▸ **Exercise prompt**
Every line below should be duplicated exactly.

========

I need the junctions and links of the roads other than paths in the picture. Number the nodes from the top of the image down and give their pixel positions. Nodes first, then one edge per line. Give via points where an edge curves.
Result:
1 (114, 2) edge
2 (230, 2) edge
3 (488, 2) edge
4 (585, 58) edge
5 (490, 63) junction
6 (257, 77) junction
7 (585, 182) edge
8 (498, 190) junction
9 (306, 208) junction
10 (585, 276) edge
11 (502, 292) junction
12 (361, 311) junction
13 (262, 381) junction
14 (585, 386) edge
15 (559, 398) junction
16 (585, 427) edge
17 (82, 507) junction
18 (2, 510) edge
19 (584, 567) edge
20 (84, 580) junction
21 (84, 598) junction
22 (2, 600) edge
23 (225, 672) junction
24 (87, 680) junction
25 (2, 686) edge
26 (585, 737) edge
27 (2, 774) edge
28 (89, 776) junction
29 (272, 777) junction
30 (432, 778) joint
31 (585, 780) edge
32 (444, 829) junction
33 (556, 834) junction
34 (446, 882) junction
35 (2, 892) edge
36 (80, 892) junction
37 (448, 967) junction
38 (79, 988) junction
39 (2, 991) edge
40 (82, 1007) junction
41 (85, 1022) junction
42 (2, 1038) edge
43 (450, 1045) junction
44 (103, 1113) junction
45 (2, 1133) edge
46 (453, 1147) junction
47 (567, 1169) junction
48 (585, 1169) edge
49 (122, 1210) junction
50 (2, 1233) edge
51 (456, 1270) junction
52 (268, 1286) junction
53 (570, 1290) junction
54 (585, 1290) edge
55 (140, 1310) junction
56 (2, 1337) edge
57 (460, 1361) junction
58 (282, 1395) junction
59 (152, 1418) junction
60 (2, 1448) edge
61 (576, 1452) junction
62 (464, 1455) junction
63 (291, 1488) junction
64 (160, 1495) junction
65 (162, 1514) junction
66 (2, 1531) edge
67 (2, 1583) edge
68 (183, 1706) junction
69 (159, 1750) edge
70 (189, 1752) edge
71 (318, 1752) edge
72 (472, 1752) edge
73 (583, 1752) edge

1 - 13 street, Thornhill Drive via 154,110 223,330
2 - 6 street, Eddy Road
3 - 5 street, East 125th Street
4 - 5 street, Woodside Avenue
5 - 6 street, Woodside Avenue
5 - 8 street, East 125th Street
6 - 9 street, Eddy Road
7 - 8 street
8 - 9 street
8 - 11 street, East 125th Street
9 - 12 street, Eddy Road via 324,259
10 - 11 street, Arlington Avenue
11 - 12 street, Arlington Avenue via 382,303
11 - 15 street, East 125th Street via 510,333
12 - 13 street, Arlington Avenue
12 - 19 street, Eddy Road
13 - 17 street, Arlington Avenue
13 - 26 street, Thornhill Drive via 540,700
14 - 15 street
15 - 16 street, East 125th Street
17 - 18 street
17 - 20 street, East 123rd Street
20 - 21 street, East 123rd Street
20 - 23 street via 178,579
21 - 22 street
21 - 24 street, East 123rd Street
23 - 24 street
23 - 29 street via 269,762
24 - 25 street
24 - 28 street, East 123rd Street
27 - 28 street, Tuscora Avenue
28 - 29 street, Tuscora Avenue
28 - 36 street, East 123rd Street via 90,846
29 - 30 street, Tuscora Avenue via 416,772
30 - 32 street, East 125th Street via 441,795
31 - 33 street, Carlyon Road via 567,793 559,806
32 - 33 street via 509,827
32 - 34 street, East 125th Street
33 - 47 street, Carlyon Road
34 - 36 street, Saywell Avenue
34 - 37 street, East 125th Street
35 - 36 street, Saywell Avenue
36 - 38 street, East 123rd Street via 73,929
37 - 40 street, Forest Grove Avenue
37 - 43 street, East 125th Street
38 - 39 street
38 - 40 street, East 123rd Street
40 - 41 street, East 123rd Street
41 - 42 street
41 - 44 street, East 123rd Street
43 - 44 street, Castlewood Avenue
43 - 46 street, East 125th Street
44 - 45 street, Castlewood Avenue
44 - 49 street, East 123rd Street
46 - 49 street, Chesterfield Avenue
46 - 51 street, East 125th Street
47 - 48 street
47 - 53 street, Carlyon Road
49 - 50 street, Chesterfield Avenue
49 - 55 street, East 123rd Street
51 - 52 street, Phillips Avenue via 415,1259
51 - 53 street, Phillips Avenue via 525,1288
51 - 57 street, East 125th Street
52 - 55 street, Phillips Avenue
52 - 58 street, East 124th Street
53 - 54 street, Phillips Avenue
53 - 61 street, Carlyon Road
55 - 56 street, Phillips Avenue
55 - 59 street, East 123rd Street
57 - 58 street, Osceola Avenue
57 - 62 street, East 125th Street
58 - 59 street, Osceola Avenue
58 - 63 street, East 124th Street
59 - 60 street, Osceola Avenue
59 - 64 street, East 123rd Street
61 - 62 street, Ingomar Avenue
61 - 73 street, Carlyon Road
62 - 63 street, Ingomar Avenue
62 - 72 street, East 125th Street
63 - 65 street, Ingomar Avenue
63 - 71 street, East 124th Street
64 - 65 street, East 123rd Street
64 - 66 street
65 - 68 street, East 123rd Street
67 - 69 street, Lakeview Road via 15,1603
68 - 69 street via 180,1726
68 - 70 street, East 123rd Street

========

▸ **Solution to the problem**
I need the junctions and links of the roads other than paths in the picture. Number the nodes from the top of the image down and give their pixel positions. Nodes first, then one edge per line. Give via points where an edge curves.
Result:
1 (114, 2) edge
2 (230, 2) edge
3 (488, 2) edge
4 (585, 58) edge
5 (490, 63) junction
6 (257, 77) junction
7 (585, 182) edge
8 (498, 190) junction
9 (306, 208) junction
10 (585, 276) edge
11 (502, 292) junction
12 (361, 311) junction
13 (262, 381) junction
14 (585, 386) edge
15 (559, 398) junction
16 (585, 427) edge
17 (82, 507) junction
18 (2, 510) edge
19 (584, 567) edge
20 (84, 580) junction
21 (84, 598) junction
22 (2, 600) edge
23 (225, 672) junction
24 (87, 680) junction
25 (2, 686) edge
26 (585, 737) edge
27 (2, 774) edge
28 (89, 776) junction
29 (272, 777) junction
30 (432, 778) joint
31 (585, 780) edge
32 (444, 829) junction
33 (556, 834) junction
34 (446, 882) junction
35 (2, 892) edge
36 (80, 892) junction
37 (448, 967) junction
38 (79, 988) junction
39 (2, 991) edge
40 (82, 1007) junction
41 (85, 1022) junction
42 (2, 1038) edge
43 (450, 1045) junction
44 (103, 1113) junction
45 (2, 1133) edge
46 (453, 1147) junction
47 (567, 1169) junction
48 (585, 1169) edge
49 (122, 1210) junction
50 (2, 1233) edge
51 (456, 1270) junction
52 (268, 1286) junction
53 (570, 1290) junction
54 (585, 1290) edge
55 (140, 1310) junction
56 (2, 1337) edge
57 (460, 1361) junction
58 (282, 1395) junction
59 (152, 1418) junction
60 (2, 1448) edge
61 (576, 1452) junction
62 (464, 1455) junction
63 (291, 1488) junction
64 (160, 1495) junction
65 (162, 1514) junction
66 (2, 1531) edge
67 (2, 1583) edge
68 (183, 1706) junction
69 (159, 1750) edge
70 (189, 1752) edge
71 (318, 1752) edge
72 (472, 1752) edge
73 (583, 1752) edge

1 - 13 street, Thornhill Drive via 154,110 223,330
2 - 6 street, Eddy Road
3 - 5 street, East 125th Street
4 - 5 street, Woodside Avenue
5 - 6 street, Woodside Avenue
5 - 8 street, East 125th Street
6 - 9 street, Eddy Road
7 - 8 street
8 - 9 street
8 - 11 street, East 125th Street
9 - 12 street, Eddy Road via 324,259
10 - 11 street, Arlington Avenue
11 - 12 street, Arlington Avenue via 382,303
11 - 15 street, East 125th Street via 510,333
12 - 13 street, Arlington Avenue
12 - 19 street, Eddy Road
13 - 17 street, Arlington Avenue
13 - 26 street, Thornhill Drive via 540,700
14 - 15 street
15 - 16 street, East 125th Street
17 - 18 street
17 - 20 street, East 123rd Street
20 - 21 street, East 123rd Street
20 - 23 street via 178,579
21 - 22 street
21 - 24 street, East 123rd Street
23 - 24 street
23 - 29 street via 269,762
24 - 25 street
24 - 28 street, East 123rd Street
27 - 28 street, Tuscora Avenue
28 - 29 street, Tuscora Avenue
28 - 36 street, East 123rd Street via 90,846
29 - 30 street, Tuscora Avenue via 416,772
30 - 32 street, East 125th Street via 441,795
31 - 33 street, Carlyon Road via 567,793 559,806
32 - 33 street via 509,827
32 - 34 street, East 125th Street
33 - 47 street, Carlyon Road
34 - 36 street, Saywell Avenue
34 - 37 street, East 125th Street
35 - 36 street, Saywell Avenue
36 - 38 street, East 123rd Street via 73,929
37 - 40 street, Forest Grove Avenue
37 - 43 street, East 125th Street
38 - 39 street
38 - 40 street, East 123rd Street
40 - 41 street, East 123rd Street
41 - 42 street
41 - 44 street, East 123rd Street
43 - 44 street, Castlewood Avenue
43 - 46 street, East 125th Street
44 - 45 street, Castlewood Avenue
44 - 49 street, East 123rd Street
46 - 49 street, Chesterfield Avenue
46 - 51 street, East 125th Street
47 - 48 street
47 - 53 street, Carlyon Road
49 - 50 street, Chesterfield Avenue
49 - 55 street, East 123rd Street
51 - 52 street, Phillips Avenue via 415,1259
51 - 53 street, Phillips Avenue via 525,1288
51 - 57 street, East 125th Street
52 - 55 street, Phillips Avenue
52 - 58 street, East 124th Street
53 - 54 street, Phillips Avenue
53 - 61 street, Carlyon Road
55 - 56 street, Phillips Avenue
55 - 59 street, East 123rd Street
57 - 58 street, Osceola Avenue
57 - 62 street, East 125th Street
58 - 59 street, Osceola Avenue
58 - 63 street, East 124th Street
59 - 60 street, Osceola Avenue
59 - 64 street, East 123rd Street
61 - 62 street, Ingomar Avenue
61 - 73 street, Carlyon Road
62 - 63 street, Ingomar Avenue
62 - 72 street, East 125th Street
63 - 65 street, Ingomar Avenue
63 - 71 street, East 124th Street
64 - 65 street, East 123rd Street
64 - 66 street
65 - 68 street, East 123rd Street
67 - 69 street, Lakeview Road via 15,1603
68 - 69 street via 180,1726
68 - 70 street, East 123rd Street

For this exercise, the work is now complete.